Exercise objective: Scan the entries below. Report each line where the string "Estrada" occurs.

Material provided:

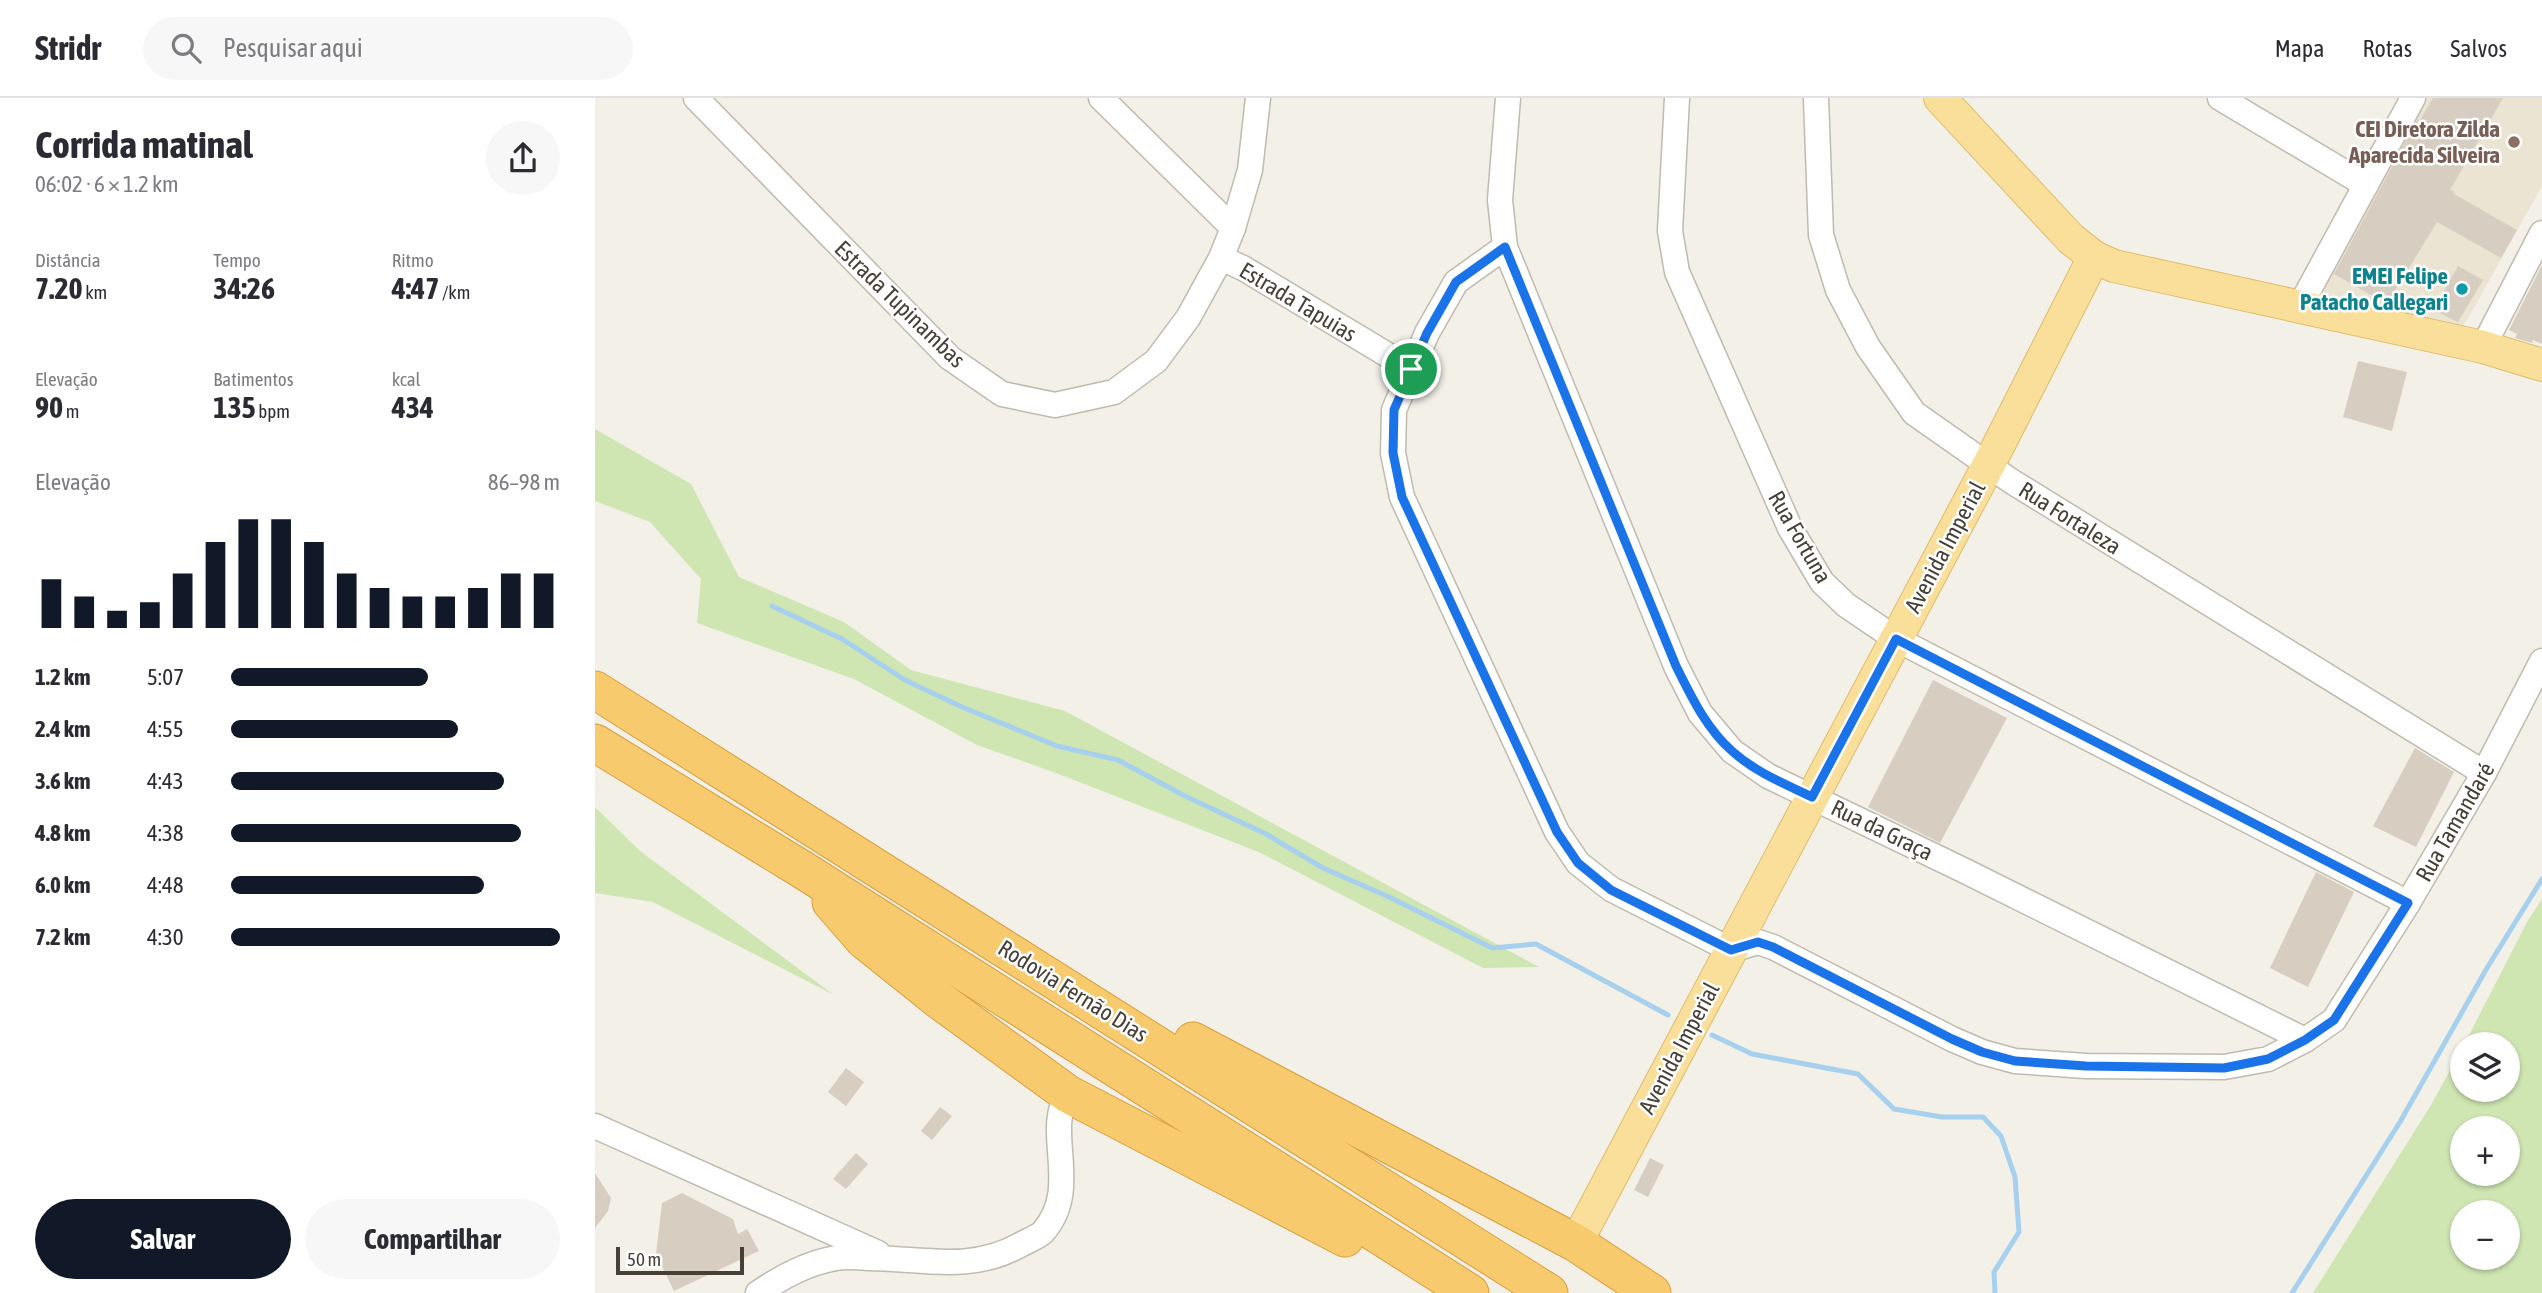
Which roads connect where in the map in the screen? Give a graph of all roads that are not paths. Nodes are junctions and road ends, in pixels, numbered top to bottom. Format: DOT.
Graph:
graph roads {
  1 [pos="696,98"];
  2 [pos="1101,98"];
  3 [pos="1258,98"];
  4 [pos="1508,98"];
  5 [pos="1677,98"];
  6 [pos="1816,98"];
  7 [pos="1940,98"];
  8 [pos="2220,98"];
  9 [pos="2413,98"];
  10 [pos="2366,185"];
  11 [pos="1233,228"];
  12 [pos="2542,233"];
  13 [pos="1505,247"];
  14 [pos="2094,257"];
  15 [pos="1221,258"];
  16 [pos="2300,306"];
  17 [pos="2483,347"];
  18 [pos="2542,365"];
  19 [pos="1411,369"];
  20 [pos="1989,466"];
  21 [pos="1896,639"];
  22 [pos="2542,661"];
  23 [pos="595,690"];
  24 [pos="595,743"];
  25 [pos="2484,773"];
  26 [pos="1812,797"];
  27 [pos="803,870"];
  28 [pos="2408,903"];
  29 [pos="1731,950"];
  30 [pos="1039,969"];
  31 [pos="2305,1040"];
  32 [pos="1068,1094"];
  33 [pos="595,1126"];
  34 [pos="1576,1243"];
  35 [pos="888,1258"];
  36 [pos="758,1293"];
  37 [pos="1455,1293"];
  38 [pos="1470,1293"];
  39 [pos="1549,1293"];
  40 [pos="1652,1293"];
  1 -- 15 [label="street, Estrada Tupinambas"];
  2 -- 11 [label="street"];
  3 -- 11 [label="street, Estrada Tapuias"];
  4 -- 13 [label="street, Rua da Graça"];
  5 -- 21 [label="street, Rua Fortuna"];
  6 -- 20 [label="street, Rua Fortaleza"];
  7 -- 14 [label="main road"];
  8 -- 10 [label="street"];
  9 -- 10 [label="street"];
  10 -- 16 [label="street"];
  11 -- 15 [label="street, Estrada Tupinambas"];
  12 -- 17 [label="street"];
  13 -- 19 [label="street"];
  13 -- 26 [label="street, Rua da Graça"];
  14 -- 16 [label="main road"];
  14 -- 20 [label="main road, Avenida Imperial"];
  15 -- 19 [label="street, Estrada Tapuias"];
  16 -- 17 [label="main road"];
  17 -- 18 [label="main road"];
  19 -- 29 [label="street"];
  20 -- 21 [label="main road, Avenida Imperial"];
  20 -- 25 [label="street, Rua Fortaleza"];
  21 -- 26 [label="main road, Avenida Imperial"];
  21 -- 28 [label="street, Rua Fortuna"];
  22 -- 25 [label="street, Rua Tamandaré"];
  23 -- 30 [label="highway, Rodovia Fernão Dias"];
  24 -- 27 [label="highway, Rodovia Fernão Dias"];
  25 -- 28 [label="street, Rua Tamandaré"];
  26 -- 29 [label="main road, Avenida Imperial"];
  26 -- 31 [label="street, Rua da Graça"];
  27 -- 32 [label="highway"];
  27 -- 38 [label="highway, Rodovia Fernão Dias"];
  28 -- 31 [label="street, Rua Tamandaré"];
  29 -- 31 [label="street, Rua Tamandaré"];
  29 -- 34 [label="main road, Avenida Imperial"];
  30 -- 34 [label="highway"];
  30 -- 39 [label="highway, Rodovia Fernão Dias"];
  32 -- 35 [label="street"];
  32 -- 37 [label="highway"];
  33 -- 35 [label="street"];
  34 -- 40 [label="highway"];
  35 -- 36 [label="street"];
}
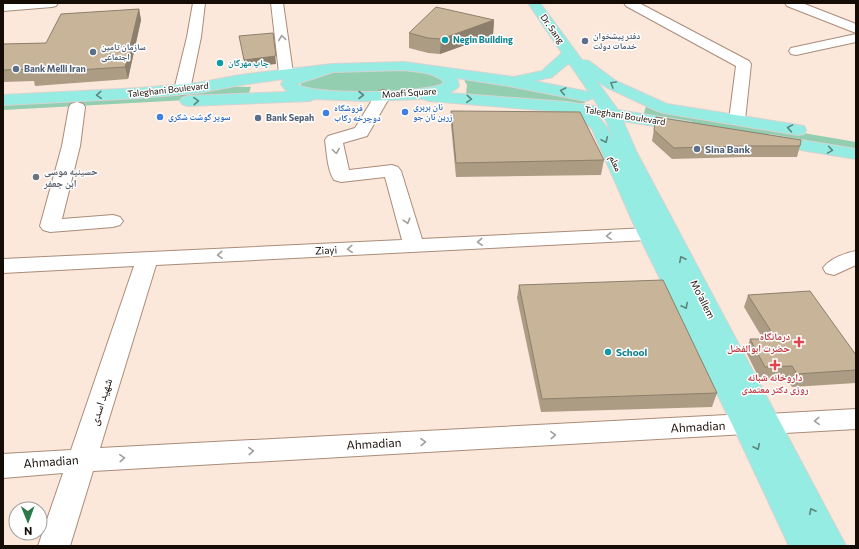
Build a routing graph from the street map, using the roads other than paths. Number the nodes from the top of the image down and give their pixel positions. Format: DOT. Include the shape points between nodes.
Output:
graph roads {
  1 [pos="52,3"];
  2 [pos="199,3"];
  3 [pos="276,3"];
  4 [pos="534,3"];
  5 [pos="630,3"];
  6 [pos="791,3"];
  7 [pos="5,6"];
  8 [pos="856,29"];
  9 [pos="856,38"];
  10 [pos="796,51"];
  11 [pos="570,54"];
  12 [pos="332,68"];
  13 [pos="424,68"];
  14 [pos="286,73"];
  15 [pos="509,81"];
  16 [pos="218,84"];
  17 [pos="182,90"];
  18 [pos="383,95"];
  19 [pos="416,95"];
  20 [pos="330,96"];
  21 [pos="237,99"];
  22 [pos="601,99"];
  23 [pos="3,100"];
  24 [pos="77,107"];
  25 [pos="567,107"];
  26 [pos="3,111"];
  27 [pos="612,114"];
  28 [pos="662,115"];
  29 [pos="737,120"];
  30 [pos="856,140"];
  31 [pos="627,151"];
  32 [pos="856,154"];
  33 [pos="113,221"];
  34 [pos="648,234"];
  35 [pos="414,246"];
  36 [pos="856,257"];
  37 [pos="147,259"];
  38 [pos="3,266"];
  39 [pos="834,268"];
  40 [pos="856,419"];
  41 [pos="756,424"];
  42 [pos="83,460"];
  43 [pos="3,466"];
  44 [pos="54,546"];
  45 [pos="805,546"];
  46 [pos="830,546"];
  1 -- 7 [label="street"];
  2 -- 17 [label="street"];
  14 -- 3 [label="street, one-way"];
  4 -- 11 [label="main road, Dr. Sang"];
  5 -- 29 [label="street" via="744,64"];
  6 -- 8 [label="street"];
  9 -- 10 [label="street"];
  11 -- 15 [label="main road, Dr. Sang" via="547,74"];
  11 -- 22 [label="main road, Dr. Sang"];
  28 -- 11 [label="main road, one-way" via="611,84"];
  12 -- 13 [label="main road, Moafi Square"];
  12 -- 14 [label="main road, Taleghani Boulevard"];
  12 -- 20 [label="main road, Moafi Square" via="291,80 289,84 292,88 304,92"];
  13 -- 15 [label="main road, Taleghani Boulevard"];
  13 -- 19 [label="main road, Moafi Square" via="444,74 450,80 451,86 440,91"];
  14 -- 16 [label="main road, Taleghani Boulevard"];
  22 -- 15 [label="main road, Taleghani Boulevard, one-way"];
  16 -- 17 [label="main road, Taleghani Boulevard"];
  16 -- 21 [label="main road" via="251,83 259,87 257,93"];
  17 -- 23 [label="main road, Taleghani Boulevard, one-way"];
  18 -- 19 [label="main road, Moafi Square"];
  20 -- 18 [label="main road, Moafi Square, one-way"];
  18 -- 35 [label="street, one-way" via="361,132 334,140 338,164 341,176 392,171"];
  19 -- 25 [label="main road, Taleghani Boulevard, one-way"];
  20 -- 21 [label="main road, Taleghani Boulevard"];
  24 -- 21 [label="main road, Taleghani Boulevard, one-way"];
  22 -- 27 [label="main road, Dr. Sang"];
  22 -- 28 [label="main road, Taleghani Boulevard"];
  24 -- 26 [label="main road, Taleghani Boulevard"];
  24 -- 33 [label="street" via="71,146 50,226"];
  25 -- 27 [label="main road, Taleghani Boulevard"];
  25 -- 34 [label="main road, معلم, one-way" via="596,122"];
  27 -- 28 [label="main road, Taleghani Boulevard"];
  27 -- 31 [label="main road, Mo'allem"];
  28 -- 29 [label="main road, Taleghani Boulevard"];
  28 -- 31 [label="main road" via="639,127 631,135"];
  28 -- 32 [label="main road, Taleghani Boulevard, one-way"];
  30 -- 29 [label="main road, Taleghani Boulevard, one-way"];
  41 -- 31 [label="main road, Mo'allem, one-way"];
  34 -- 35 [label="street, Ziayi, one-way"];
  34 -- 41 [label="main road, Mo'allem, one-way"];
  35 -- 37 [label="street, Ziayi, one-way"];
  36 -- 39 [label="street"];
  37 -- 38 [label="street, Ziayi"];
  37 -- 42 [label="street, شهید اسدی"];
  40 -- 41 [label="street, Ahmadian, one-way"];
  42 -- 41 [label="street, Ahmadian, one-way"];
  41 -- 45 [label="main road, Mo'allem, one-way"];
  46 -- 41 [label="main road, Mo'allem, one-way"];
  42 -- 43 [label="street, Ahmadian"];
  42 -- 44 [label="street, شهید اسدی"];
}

Solution:
  1 -- 15 [label="street, Estrada Tupinambas"];
  3 -- 11 [label="street, Estrada Tapuias"];
  11 -- 15 [label="street, Estrada Tupinambas"];
  15 -- 19 [label="street, Estrada Tapuias"];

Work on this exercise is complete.